At the top of our list was the question of how news organizations could repurpose their existing content (including text, video, audio, or data) into newsgames? There’s a huge investment in the content that’s already being produced by newsrooms. Can this form a platform for newsgames? Can we come up with new ways to take content that’s already produced and create compelling, playable experiences from the content? Once we figure out effective mappings, can we generate these content games automatically, or with minimal human involvement? Some examples of games already touching on this space are Hangman RSS, and Scoop, both of which use news headlines to produce word puzzle games. Some of my own work on Salubrious Nation has looked at how to take data sets from the likes of data.gov and turn them into playable experiences.

A recurring tension that we identified was the timeliness issue. What’s the scale and speed with which newsgames need to be developed? Certainly, there are many different types of stories that could be told with newsgames; do we need them for breaking news, or does it make more sense to make newsgames for ongoing issues and debates? Programming is simply time-consuming, and combined with editorial development, newsgames cab be pretty slow to develop. But, if we were to think of a platform or templates for newsgames that make use of recurring streams of information this could alleviate the time strain. We brainstormed some content streams that we thought would fit this model: sports data, budgets, economic indicators, natural disasters, weather, conflict / war, births / deaths, business / financial statements, movie releases, book/restaurant/other reviews, traffic, crime, comments and other user generated content, travel … and the list could go on. If we have cyclic data streams, why not create game templates that can be quickly generated based on the latest dump of that stream?

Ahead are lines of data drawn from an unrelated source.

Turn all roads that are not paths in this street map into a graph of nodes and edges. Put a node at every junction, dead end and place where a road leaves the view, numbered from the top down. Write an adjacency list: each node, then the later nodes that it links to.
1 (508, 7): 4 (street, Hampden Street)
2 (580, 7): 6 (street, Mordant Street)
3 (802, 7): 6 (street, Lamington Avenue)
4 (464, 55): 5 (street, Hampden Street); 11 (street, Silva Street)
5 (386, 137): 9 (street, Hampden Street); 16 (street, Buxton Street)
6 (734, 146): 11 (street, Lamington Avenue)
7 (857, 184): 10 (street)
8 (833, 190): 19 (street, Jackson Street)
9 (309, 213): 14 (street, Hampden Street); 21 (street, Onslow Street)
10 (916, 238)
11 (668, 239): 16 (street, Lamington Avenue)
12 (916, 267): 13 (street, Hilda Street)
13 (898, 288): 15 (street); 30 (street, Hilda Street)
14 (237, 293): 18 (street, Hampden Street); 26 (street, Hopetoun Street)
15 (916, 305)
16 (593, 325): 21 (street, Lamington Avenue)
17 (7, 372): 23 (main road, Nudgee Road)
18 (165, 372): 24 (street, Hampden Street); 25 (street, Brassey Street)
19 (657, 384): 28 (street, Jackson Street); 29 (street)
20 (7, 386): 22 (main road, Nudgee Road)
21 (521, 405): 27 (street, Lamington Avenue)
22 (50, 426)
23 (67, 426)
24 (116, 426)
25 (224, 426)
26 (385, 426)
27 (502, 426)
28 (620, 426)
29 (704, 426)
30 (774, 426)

Running counter to the idea of developing a platform for newsgames was the tension between abstraction and specificity. If you build a framework (abstracting the process) what does this mean for the kinds of stories you can tell? Typically games are rich, semantically laden experiences, so if we platformatize the newsgame production process we might lose some of that nuance and richness. Let’s draw an analogy to Google maps as a platform for developing geo-stories. When those first came out they were relatively limited and you pretty much just had pink pins to indicate locations: certainly constraining to the types and richness of stories you could tell. But now you can do a lot more with Google maps: it’s more customizable, you can embed google charts, and the flexibility built into the framework allows for many different types of stories to be told. This makes me optimistic that we might yet find platforms for newsgames that vastly simplify the authoring process but still allow for a certain flexibility and nuance to the story.

These are really just a sampling of the issues and questions that were discussed at the workshop, but some that I personally thought were the most interesting. There’s a lot of work to do in this space, both designing and studying what works and what doesn’t. It’s great to have participated in the brainstorming; now it’s time to get to work.